To try and address this, Cellares developed what it claims is the first industrial-scale cell therapy manufacturing solution. The technology, called Cell Shuttle, is described as a cell therapy production factory-in-a-box that uses automation in a closed system.

“In contrast to any other cell therapy manufacturing solution on the market today, it has the ability to produce up to 10 patient doses simultaneously,” Gerlinghaus continues. “This is an order of magnitude improvement in instrument throughput, which will make desperately needed cell therapies more widely available for patients.

“Tools like AI and machine learning will have a positive impact on cell therapy manufacturing. In fact, we are incorporating these technologies into the Cell Shuttle’s software to mine and analyze the vast amounts of in-process data using machine learning algorithms to help improve the cell therapy manufacturing processes moving forward.”

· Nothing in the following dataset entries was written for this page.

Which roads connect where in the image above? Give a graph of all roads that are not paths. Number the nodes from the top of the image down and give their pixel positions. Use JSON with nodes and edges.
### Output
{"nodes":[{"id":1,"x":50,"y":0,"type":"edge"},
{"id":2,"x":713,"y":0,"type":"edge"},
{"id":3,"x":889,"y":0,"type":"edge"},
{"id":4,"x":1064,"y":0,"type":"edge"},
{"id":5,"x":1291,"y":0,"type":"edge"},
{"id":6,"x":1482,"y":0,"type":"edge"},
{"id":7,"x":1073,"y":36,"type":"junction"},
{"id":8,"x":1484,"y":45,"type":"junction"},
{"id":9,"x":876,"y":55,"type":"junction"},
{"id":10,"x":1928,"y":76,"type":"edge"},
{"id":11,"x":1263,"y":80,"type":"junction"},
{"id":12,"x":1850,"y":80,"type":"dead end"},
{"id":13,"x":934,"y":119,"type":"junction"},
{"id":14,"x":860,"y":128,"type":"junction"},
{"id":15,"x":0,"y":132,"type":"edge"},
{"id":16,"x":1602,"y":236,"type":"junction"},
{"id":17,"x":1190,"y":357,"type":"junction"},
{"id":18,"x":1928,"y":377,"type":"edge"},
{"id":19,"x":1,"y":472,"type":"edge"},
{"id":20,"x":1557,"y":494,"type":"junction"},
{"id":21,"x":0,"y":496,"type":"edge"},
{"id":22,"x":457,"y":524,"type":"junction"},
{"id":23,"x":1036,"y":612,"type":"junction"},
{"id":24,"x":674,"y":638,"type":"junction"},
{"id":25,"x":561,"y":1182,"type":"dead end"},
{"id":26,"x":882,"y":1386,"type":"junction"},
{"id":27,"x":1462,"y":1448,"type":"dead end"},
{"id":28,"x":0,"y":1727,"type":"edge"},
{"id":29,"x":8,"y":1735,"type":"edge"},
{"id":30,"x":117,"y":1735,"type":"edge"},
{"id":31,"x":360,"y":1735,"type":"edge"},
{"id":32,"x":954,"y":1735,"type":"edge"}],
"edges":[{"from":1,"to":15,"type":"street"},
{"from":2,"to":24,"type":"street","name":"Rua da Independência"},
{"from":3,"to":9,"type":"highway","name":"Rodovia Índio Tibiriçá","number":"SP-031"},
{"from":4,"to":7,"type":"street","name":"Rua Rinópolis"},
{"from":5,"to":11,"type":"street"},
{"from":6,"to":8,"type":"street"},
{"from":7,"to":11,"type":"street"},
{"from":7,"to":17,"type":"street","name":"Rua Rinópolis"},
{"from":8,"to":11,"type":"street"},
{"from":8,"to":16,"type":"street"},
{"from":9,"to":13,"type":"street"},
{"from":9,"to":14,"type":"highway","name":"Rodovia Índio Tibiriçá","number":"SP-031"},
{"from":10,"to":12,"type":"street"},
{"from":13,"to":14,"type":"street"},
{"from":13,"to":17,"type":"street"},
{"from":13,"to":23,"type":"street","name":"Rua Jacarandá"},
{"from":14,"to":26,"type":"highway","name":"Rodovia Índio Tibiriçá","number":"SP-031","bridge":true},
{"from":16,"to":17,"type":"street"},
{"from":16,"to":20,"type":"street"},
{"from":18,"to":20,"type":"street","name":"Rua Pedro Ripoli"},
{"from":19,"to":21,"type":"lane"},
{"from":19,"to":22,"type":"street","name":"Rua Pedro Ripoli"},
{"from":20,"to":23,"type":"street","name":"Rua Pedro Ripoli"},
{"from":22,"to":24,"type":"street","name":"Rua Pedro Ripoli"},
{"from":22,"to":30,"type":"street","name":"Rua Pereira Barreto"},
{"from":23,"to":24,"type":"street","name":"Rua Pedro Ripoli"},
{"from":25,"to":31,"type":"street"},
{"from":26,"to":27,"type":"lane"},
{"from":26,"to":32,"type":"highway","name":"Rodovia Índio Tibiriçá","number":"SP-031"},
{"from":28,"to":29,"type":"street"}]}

The cell therapy sector is in dire need of better, more efficient higher capacity manufacturing technologies, Gerlinghaus says.

“What we’re hearing from our partners and the industry at large is the need for a game-changing leap forward instead of incremental improvements. The sector urgently needs manufacturing technologies which provide true walk-away automation from end-to-end as well as the flexibility to support many different workflows out of the box in combination with the throughput and scale to meet patient demand,” he tells GEN, adding that patient demand is likely to increase, citing reports that the addressable patient population for CAR-T cell therapies is 450,000 and is projected to exceed 2,000,000 patients within 5–10 years.

“Today the pioneering cell therapy companies struggle to treat just over 1,000 patients per year. As a result, thousands of patients who could benefit from cell therapies are dying unnecessarily,” says Gerlinghaus. By automating the process, these therapies will reach more patients more quickly.”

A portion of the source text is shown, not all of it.